Present the lines below again, exactly as they stand.

→ **Given data**
┌────────
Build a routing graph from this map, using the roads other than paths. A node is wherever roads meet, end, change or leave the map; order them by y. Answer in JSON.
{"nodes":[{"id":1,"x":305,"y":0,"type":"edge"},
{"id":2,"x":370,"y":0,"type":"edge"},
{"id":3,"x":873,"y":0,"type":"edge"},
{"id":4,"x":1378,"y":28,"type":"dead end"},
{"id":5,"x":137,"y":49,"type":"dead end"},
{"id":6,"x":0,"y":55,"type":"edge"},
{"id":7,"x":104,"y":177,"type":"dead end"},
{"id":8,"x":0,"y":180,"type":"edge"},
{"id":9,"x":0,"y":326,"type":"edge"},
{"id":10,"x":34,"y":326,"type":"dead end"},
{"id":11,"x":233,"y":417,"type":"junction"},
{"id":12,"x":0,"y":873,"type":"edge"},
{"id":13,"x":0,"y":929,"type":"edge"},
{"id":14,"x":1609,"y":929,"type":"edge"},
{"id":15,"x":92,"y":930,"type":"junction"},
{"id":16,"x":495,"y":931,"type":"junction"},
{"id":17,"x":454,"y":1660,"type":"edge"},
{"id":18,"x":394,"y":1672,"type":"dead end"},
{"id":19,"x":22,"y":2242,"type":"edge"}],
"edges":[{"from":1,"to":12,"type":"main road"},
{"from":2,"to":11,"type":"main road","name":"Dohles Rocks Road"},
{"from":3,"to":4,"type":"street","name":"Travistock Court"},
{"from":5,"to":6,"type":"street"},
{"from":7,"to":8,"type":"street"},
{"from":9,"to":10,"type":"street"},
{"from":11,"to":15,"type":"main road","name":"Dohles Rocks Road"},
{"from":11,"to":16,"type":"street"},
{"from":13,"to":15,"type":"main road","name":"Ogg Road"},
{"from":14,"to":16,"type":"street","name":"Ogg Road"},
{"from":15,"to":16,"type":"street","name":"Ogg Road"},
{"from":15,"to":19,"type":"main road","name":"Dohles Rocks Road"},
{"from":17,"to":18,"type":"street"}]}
└────────
→ **Written reply**
Build a routing graph from this map, using the roads other than paths. A node is wherever roads meet, end, change or leave the map; order them by y. Answer in JSON.
{"nodes":[{"id":1,"x":305,"y":0,"type":"edge"},
{"id":2,"x":370,"y":0,"type":"edge"},
{"id":3,"x":873,"y":0,"type":"edge"},
{"id":4,"x":1378,"y":28,"type":"dead end"},
{"id":5,"x":137,"y":49,"type":"dead end"},
{"id":6,"x":0,"y":55,"type":"edge"},
{"id":7,"x":104,"y":177,"type":"dead end"},
{"id":8,"x":0,"y":180,"type":"edge"},
{"id":9,"x":0,"y":326,"type":"edge"},
{"id":10,"x":34,"y":326,"type":"dead end"},
{"id":11,"x":233,"y":417,"type":"junction"},
{"id":12,"x":0,"y":873,"type":"edge"},
{"id":13,"x":0,"y":929,"type":"edge"},
{"id":14,"x":1609,"y":929,"type":"edge"},
{"id":15,"x":92,"y":930,"type":"junction"},
{"id":16,"x":495,"y":931,"type":"junction"},
{"id":17,"x":454,"y":1660,"type":"edge"},
{"id":18,"x":394,"y":1672,"type":"dead end"},
{"id":19,"x":22,"y":2242,"type":"edge"}],
"edges":[{"from":1,"to":12,"type":"main road"},
{"from":2,"to":11,"type":"main road","name":"Dohles Rocks Road"},
{"from":3,"to":4,"type":"street","name":"Travistock Court"},
{"from":5,"to":6,"type":"street"},
{"from":7,"to":8,"type":"street"},
{"from":9,"to":10,"type":"street"},
{"from":11,"to":15,"type":"main road","name":"Dohles Rocks Road"},
{"from":11,"to":16,"type":"street"},
{"from":13,"to":15,"type":"main road","name":"Ogg Road"},
{"from":14,"to":16,"type":"street","name":"Ogg Road"},
{"from":15,"to":16,"type":"street","name":"Ogg Road"},
{"from":15,"to":19,"type":"main road","name":"Dohles Rocks Road"},
{"from":17,"to":18,"type":"street"}]}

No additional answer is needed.